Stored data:
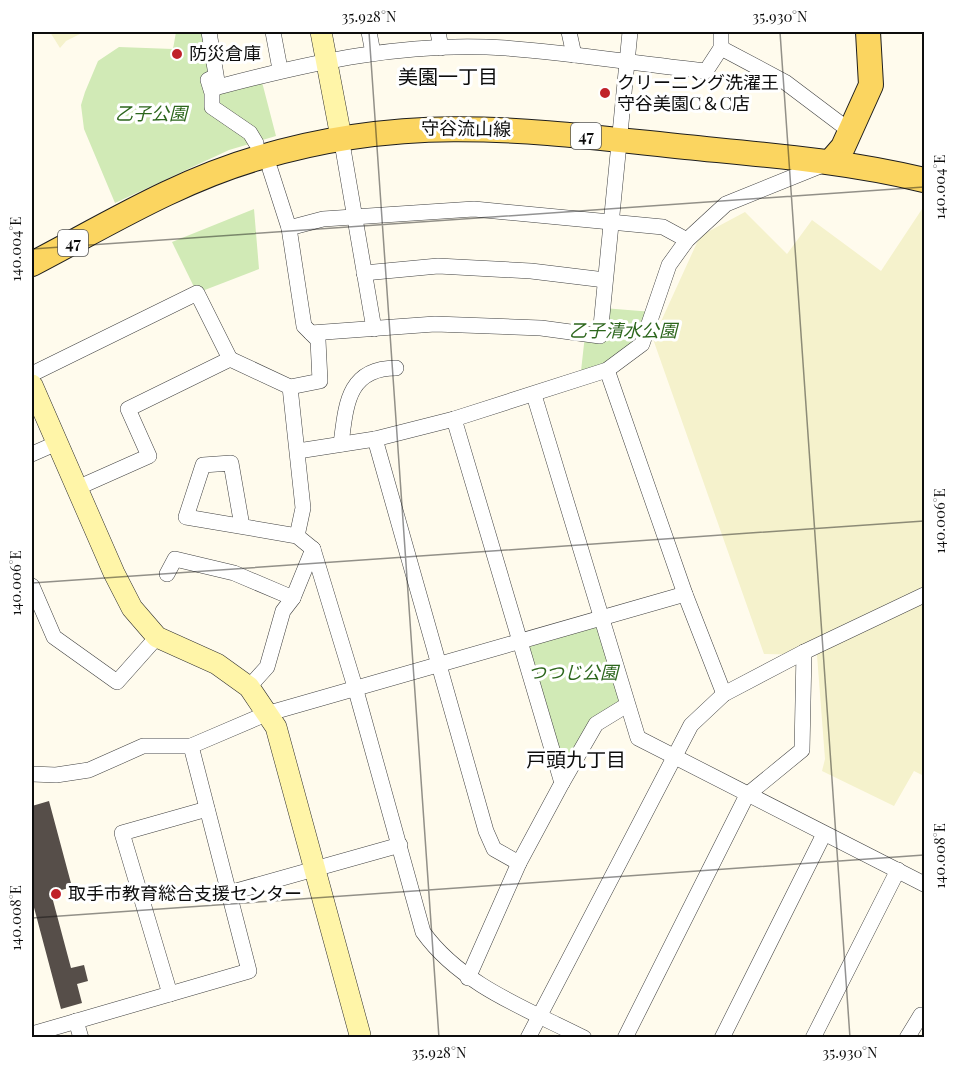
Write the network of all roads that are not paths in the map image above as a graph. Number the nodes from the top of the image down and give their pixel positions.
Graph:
1 (209, 32) edge
2 (273, 32) edge
3 (321, 32) edge
4 (369, 32) edge
5 (438, 32) edge
6 (502, 32) edge
7 (569, 32) edge
8 (630, 32) edge
9 (721, 32) edge
10 (868, 32) edge
11 (441, 48) junction
12 (504, 48) junction
13 (721, 48) junction
14 (373, 53) junction
15 (574, 55) junction
16 (326, 59) junction
17 (628, 63) junction
18 (280, 69) junction
19 (216, 77) junction
20 (850, 130) junction
21 (341, 137) junction
22 (621, 140) junction
23 (262, 157) junction
24 (830, 162) junction
25 (924, 180) edge
26 (354, 217) junction
27 (612, 222) junction
28 (289, 228) junction
29 (687, 240) junction
30 (32, 264) edge
31 (364, 273) junction
32 (605, 280) junction
33 (374, 329) junction
34 (310, 333) junction
35 (230, 359) junction
36 (396, 368) dead end
37 (607, 370) junction
38 (32, 374) edge
39 (32, 385) edge
40 (290, 387) junction
41 (534, 395) junction
42 (454, 419) junction
43 (375, 439) junction
44 (57, 443) junction
45 (341, 444) junction
46 (298, 451) junction
47 (32, 454) edge
48 (77, 488) junction
49 (242, 526) junction
50 (297, 536) junction
51 (313, 549) junction
52 (167, 574) dead end
53 (32, 586) edge
54 (685, 594) junction
55 (924, 595) edge
56 (293, 598) junction
57 (601, 618) junction
58 (157, 638) junction
59 (519, 642) junction
60 (804, 652) junction
61 (439, 664) junction
62 (249, 687) junction
63 (356, 687) junction
64 (724, 694) junction
65 (627, 705) junction
66 (266, 714) junction
67 (191, 746) junction
68 (673, 757) junction
69 (32, 774) edge
70 (561, 783) junction
71 (747, 795) junction
72 (207, 810) junction
73 (824, 834) junction
74 (400, 845) junction
75 (519, 863) junction
76 (314, 869) junction
77 (898, 870) junction
78 (924, 884) edge
79 (229, 894) junction
80 (468, 978) junction
81 (170, 994) junction
82 (539, 1015) junction
83 (924, 1015) edge
84 (76, 1021) junction
85 (32, 1034) edge
86 (356, 1037) edge
87 (81, 1038) edge
88 (528, 1038) edge
89 (584, 1038) edge
90 (625, 1038) edge
91 (722, 1038) edge
92 (813, 1038) edge
93 (907, 1038) edge

1 - 19 street
2 - 18 street
3 - 16 street
4 - 14 street
5 - 11 street
6 - 12 street
7 - 15 street
8 - 17 street
9 - 13 street
10 - 20 main road
11 - 12 street
11 - 14 street
12 - 15 street
13 - 17 street
13 - 20 street
14 - 16 street
15 - 17 street
16 - 18 street
16 - 21 street
17 - 22 street
18 - 19 street
19 - 23 street
20 - 24 main road
21 - 22 main road, 守谷流山線 / 47
21 - 23 main road, 守谷流山線 / 47
21 - 26 street
22 - 24 main road, 守谷流山線 / 47
22 - 27 street
23 - 28 street
23 - 30 main road, 守谷流山線 / 47
24 - 25 main road, 守谷流山線 / 47
24 - 29 street
26 - 27 street
26 - 28 street
26 - 31 street
27 - 29 street
27 - 32 street
28 - 34 street
29 - 37 street
31 - 32 street
31 - 33 street
32 - 33 street
33 - 34 street
34 - 40 street
35 - 38 street
35 - 40 street
35 - 48 street
36 - 45 street
37 - 41 street
37 - 54 street
39 - 44 street
40 - 46 street
41 - 42 street
41 - 57 street
42 - 43 street
42 - 59 street
43 - 45 street
43 - 61 street
44 - 47 street
44 - 48 street
45 - 46 street
46 - 50 street
48 - 58 street
49 - 49 street
49 - 50 street
50 - 51 street
51 - 56 street
51 - 63 street
52 - 56 street
53 - 58 street
54 - 57 street
54 - 64 street
55 - 60 street
56 - 62 street
57 - 59 street
57 - 65 street
58 - 62 street
59 - 61 street
59 - 70 street
60 - 64 street
60 - 71 street
61 - 63 street
61 - 75 street
62 - 66 street
63 - 66 street
63 - 74 street
64 - 68 street
65 - 68 street
65 - 70 street
66 - 67 street
66 - 76 street
67 - 69 street
67 - 72 street
68 - 71 street
68 - 82 street
70 - 75 street
71 - 73 street
71 - 90 street
72 - 79 street
72 - 81 street
73 - 77 street
73 - 91 street
74 - 76 street
74 - 80 street
75 - 80 street
76 - 79 street
76 - 86 street
77 - 78 street
77 - 92 street
79 - 81 street
80 - 82 street
81 - 84 street
82 - 88 street
82 - 89 street
83 - 93 street
84 - 85 street
84 - 87 street

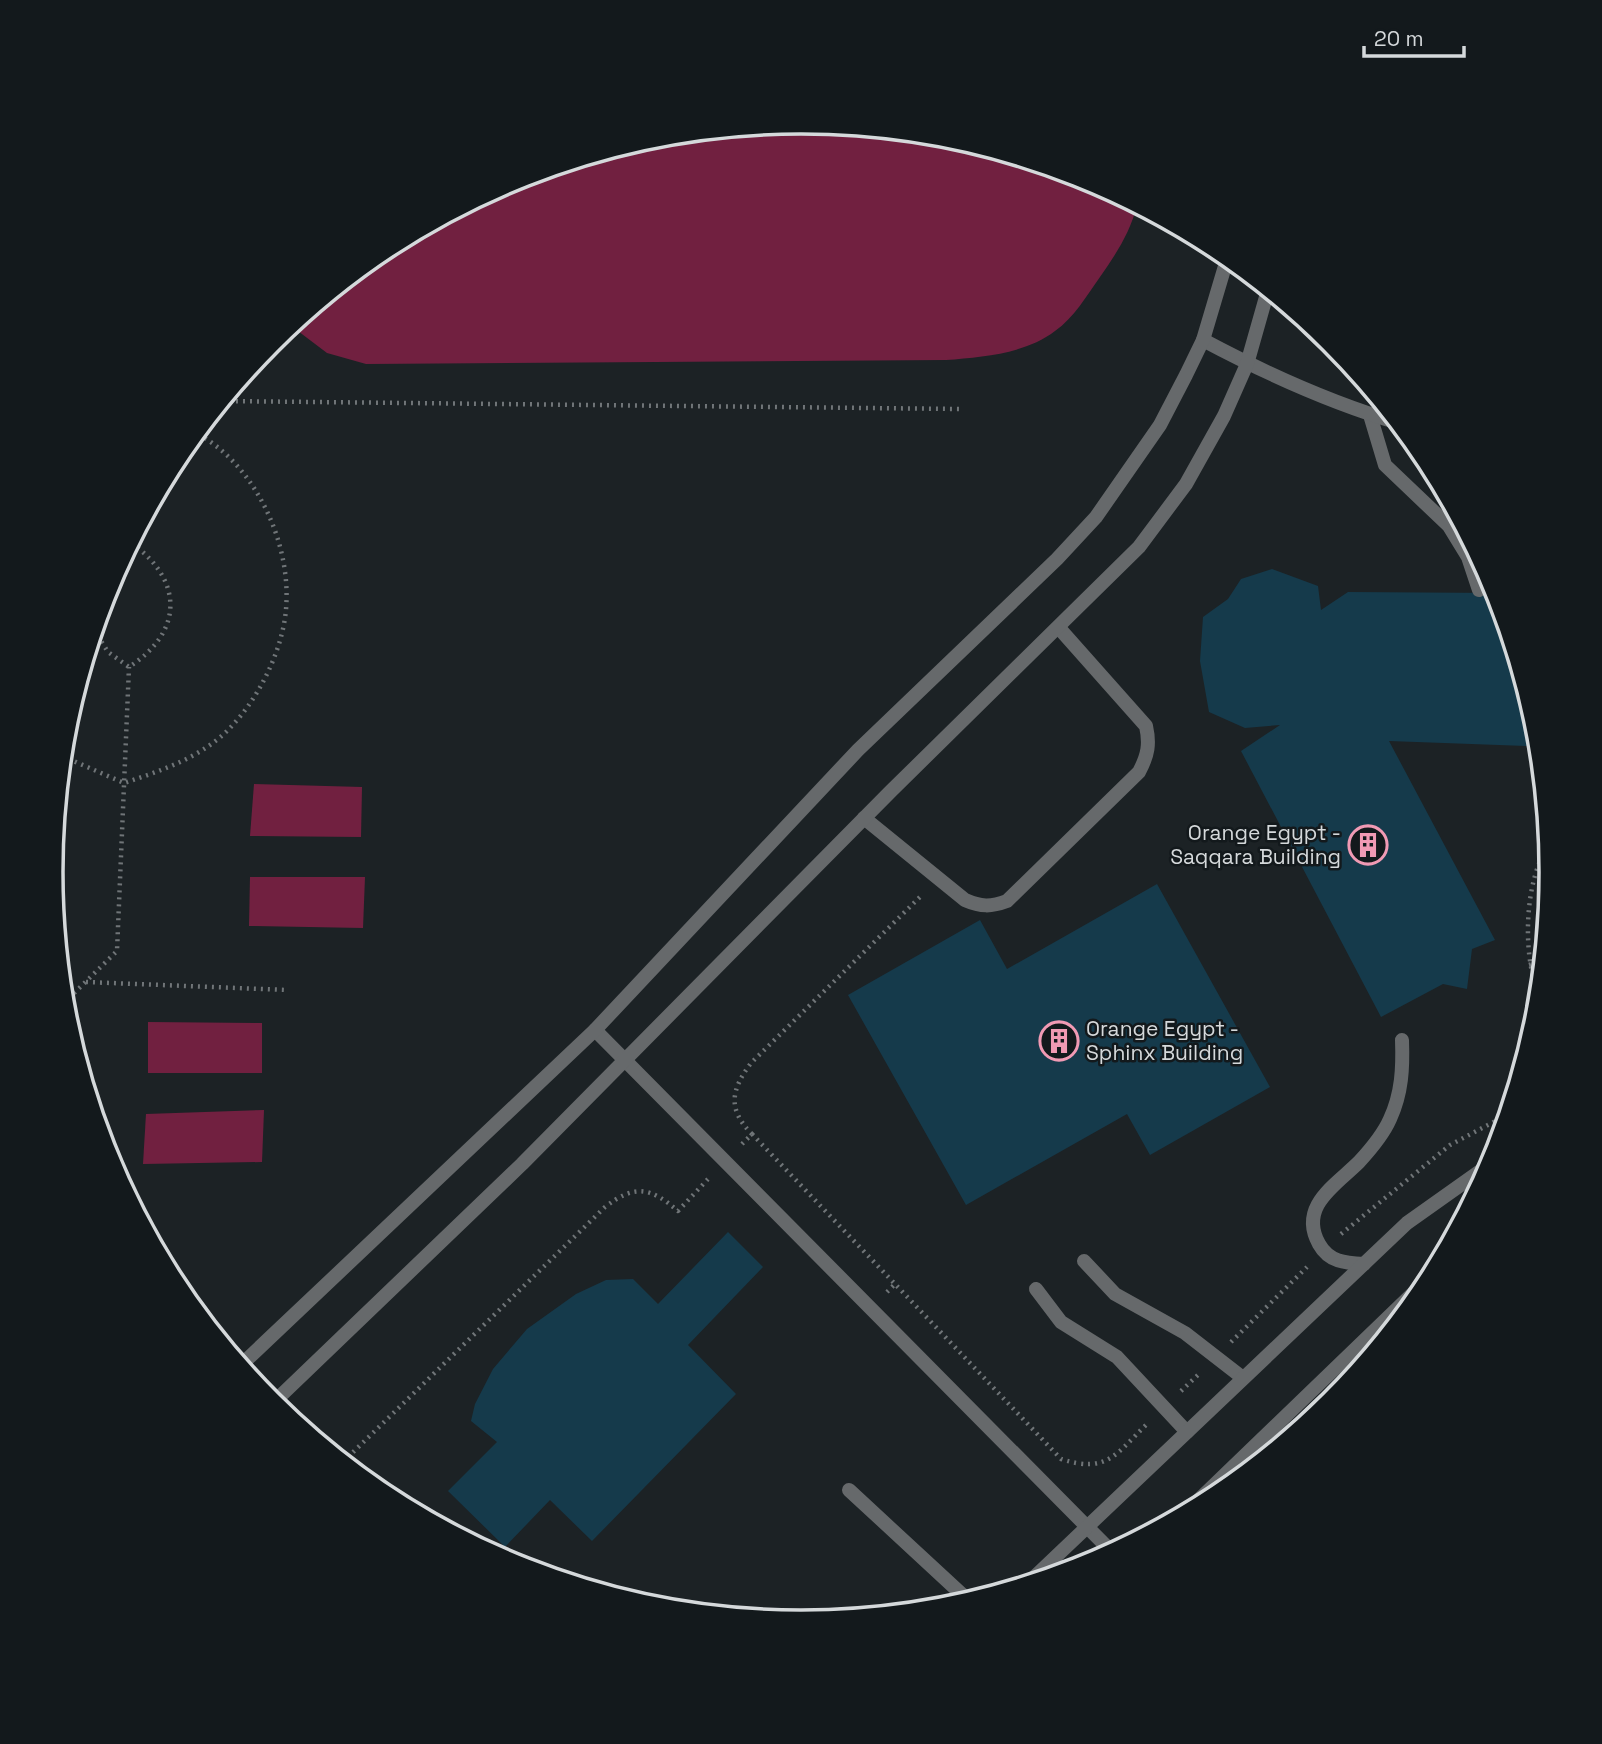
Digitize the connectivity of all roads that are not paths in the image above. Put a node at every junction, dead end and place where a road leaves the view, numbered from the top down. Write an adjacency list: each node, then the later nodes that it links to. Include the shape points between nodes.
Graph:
1 (1224, 268): 3 (street)
2 (1265, 299): 4 (street)
3 (1203, 340): 4 (street); 12 (street, via 1160,425 1096,517 858,750)
4 (1247, 363): 5 (street); 10 (street, via 1186,484 1139,547)
5 (1370, 415): 6 (street); 7 (street, via 1385,465 1449,526)
6 (1383, 419)
7 (1466, 553)
8 (1469, 559): 9 (street)
9 (1479, 590)
10 (1059, 628): 11 (street); 11 (street, via 1146,726 1147,757 1139,772 1007,901 993,906 965,901)
11 (864, 818): 14 (street)
12 (595, 1030): 14 (street); 20 (street)
13 (1402, 1040): 17 (street, via 1404,1067 1390,1120 1376,1143 1322,1195 1313,1213 1313,1234 1323,1252 1340,1263)
14 (624, 1061): 22 (street); 26 (street)
15 (1473, 1176): 17 (street, via 1407,1223)
16 (1084, 1261): 21 (street, via 1115,1294 1185,1333)
17 (1364, 1264): 21 (street)
18 (1036, 1289): 23 (street, via 1061,1322 1117,1357)
19 (1391, 1314): 24 (street)
20 (247, 1360)
21 (1243, 1378): 23 (street)
22 (281, 1396)
23 (1187, 1432): 26 (street)
24 (1216, 1482)
25 (849, 1490): 29 (street)
26 (1087, 1527): 27 (street); 28 (street)
27 (1104, 1544)
28 (1042, 1569)
29 (960, 1593)

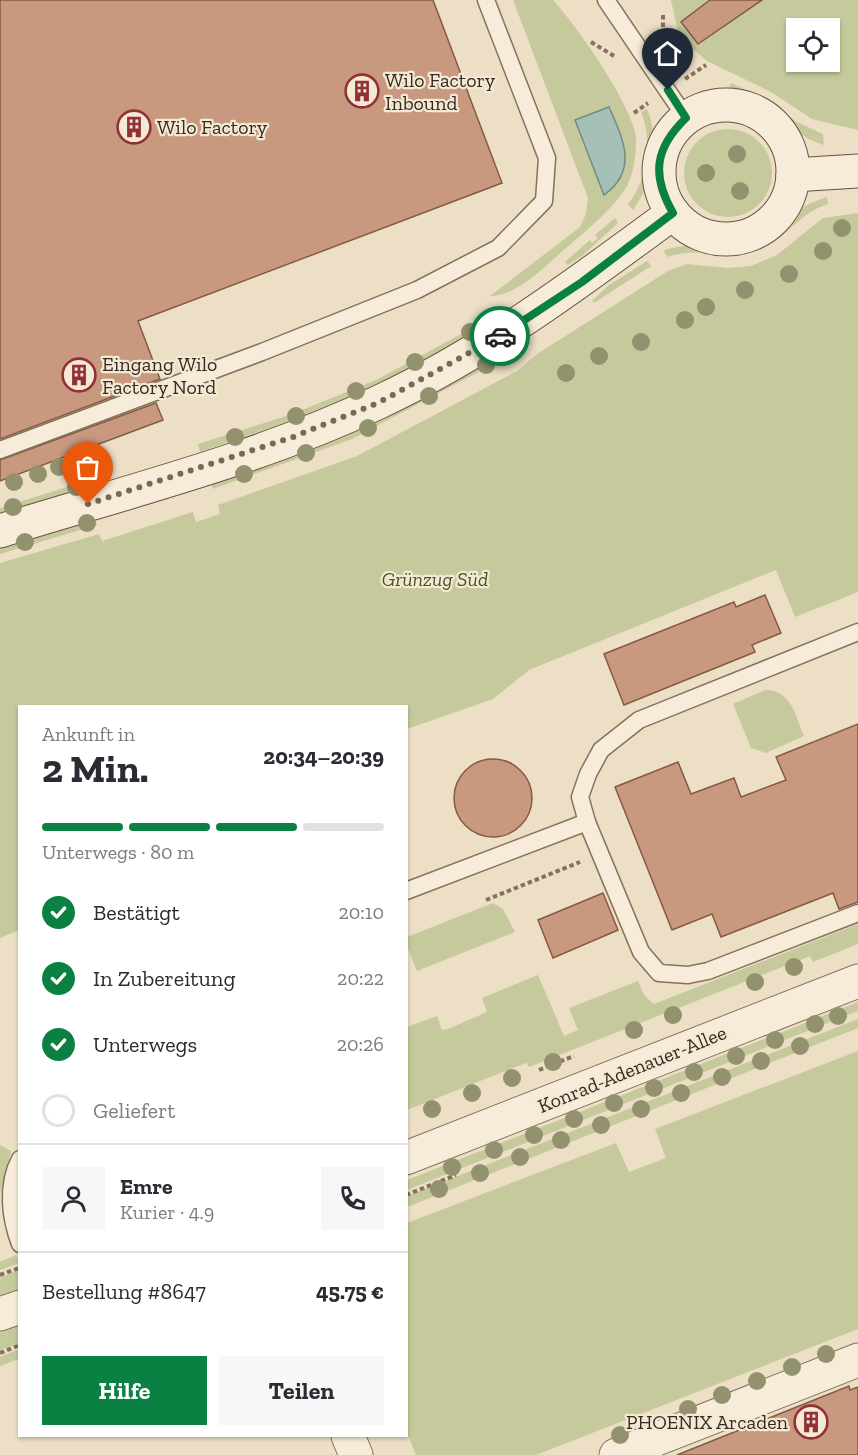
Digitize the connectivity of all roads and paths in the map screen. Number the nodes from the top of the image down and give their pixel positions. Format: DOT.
graph roads {
  1 [pos="486,0"];
  2 [pos="606,0"];
  3 [pos="686,118"];
  4 [pos="858,171"];
  5 [pos="793,175"];
  6 [pos="673,213"];
  7 [pos="0,450"];
  8 [pos="0,531"];
  9 [pos="858,632"];
  10 [pos="587,822"];
  11 [pos="600,854"];
  12 [pos="408,890"];
  13 [pos="486,900"];
  14 [pos="858,913"];
  15 [pos="858,981"];
  16 [pos="408,1157"];
  17 [pos="18,1163"];
  18 [pos="18,1239"];
  19 [pos="18,1269"];
  20 [pos="0,1275"];
  21 [pos="18,1308"];
  22 [pos="0,1314"];
  23 [pos="18,1347"];
  24 [pos="0,1353"];
  25 [pos="858,1360"];
  26 [pos="348,1437"];
  27 [pos="646,1450"];
  28 [pos="356,1455"];
  1 -- 7 [label="lane"];
  2 -- 3 [label="lane"];
  3 -- 5 [label="main road"];
  3 -- 6 [label="main road"];
  4 -- 5 [label="main road"];
  5 -- 6 [label="main road"];
  6 -- 8 [label="main road"];
  9 -- 10 [label="lane"];
  10 -- 11 [label="lane"];
  10 -- 12 [label="lane"];
  11 -- 13 [label="path"];
  11 -- 14 [label="lane"];
  15 -- 16 [label="main road, Konrad-Adenauer-Allee"];
  17 -- 18 [label="lane"];
  19 -- 20 [label="path"];
  21 -- 22 [label="main road"];
  23 -- 24 [label="path"];
  25 -- 27 [label="main road"];
  26 -- 28 [label="main road"];
}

Your assignment -> Scan the records above, then copy out each line that mentions "from".

Answer space ->
Write the network of all roads that are not paths in the map image above as a graph. Number the nodes from the top of the image down and give their pixel positions.
Digitize the connectivity of all roads that are not paths in the image above. Put a node at every junction, dead end and place where a road leaves the view, numbered from the top down. Write an adjacency list: each node, then the later nodes that it links to. Include the shape points between nodes.
Digitize the connectivity of all roads and paths in the map screen. Number the nodes from the top of the image down and give their pixel positions. Format: DOT.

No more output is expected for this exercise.